:: Records from a dataset ::
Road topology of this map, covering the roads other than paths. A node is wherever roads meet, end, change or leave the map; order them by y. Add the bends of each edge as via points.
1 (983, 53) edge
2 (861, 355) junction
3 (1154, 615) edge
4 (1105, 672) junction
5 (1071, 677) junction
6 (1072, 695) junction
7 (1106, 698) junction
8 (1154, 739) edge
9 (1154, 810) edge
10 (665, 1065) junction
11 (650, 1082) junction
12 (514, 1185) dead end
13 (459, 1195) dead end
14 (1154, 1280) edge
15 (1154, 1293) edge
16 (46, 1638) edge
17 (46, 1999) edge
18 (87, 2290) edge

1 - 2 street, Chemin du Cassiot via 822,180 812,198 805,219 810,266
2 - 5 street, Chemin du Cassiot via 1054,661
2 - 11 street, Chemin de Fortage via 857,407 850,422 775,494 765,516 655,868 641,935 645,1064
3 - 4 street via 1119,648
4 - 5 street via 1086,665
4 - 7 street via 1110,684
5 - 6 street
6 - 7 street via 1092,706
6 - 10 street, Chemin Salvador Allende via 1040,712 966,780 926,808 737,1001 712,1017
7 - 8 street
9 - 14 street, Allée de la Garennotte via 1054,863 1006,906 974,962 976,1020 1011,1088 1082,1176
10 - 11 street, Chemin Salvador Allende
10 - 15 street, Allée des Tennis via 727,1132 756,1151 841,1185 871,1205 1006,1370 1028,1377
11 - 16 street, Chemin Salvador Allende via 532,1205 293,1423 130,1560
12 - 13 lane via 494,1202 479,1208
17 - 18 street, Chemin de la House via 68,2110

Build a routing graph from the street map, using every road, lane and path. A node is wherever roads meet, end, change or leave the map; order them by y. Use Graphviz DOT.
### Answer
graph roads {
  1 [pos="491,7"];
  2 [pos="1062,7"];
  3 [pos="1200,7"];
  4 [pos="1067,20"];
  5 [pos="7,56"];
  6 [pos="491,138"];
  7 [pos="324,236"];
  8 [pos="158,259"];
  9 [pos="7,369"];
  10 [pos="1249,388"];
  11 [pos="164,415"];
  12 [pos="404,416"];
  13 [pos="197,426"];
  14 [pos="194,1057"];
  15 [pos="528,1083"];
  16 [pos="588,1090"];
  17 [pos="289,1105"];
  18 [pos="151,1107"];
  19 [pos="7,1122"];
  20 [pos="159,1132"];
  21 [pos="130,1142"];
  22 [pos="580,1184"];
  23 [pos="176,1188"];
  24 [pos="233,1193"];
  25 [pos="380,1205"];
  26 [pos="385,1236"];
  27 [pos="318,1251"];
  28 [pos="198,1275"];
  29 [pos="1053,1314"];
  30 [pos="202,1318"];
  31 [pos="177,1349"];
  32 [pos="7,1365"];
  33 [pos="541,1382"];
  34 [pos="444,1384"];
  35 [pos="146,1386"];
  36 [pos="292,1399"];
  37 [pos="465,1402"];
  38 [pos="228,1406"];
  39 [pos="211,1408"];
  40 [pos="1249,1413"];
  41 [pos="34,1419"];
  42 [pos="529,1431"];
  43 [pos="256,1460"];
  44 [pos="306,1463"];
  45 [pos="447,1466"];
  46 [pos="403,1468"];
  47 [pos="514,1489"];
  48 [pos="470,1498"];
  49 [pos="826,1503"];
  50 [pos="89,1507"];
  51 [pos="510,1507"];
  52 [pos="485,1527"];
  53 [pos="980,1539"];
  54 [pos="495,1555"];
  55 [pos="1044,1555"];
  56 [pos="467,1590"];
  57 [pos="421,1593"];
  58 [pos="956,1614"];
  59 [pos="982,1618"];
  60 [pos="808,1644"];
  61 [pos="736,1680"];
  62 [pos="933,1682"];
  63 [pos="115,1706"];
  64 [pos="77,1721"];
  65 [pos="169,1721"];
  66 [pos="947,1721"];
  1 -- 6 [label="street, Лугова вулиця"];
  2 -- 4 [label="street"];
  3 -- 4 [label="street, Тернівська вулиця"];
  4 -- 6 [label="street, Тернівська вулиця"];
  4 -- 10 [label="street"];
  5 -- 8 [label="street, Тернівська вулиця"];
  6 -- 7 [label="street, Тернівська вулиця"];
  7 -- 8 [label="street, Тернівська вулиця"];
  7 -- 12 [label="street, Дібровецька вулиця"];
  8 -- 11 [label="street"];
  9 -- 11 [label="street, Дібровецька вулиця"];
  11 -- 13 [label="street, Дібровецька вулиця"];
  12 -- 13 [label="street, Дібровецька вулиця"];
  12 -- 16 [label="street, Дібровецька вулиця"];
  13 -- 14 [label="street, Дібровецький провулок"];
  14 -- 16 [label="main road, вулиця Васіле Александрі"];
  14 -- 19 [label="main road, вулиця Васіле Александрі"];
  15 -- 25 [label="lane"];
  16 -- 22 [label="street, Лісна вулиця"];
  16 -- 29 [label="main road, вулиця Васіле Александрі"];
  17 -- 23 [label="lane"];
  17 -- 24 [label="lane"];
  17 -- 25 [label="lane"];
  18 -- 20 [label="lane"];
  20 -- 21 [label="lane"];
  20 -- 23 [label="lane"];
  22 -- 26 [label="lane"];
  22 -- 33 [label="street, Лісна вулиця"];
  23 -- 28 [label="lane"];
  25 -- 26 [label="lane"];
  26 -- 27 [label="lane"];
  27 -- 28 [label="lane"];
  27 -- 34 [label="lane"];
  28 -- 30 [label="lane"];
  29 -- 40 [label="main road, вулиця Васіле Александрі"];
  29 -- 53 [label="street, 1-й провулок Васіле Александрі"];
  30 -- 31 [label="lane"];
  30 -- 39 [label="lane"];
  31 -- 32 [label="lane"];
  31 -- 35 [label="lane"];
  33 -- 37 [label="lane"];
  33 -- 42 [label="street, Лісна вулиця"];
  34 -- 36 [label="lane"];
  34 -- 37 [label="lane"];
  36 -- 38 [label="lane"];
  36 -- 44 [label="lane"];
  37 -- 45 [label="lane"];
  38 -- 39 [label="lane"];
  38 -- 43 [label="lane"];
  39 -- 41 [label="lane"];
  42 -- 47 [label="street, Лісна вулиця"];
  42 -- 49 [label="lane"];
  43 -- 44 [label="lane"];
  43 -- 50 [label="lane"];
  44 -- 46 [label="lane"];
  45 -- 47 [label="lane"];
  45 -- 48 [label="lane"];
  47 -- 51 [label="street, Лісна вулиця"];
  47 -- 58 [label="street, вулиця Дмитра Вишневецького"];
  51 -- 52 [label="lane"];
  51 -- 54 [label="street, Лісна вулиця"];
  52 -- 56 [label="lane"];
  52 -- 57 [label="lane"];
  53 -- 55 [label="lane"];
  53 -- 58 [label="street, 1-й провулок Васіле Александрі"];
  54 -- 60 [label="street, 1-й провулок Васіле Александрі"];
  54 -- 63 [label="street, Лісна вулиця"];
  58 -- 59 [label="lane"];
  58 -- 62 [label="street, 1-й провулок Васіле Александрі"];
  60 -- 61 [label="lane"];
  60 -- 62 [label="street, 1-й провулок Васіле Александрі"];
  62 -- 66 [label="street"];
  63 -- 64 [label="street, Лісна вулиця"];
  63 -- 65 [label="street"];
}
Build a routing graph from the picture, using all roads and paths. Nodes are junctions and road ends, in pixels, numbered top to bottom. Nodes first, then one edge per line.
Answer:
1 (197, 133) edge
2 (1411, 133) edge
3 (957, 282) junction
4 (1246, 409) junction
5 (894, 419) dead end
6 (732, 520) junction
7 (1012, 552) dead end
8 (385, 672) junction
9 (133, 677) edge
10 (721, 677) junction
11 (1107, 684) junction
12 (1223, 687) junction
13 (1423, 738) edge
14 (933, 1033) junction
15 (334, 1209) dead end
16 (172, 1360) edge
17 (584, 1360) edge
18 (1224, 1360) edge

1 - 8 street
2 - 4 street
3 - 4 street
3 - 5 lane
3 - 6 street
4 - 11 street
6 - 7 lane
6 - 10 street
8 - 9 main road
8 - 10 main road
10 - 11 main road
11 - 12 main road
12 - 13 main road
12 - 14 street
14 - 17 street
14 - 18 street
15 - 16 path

:: What to work on ::
Please say how many lines in the records above contain the word "Allée", and give only that number.

:: Output of the exercise ::
2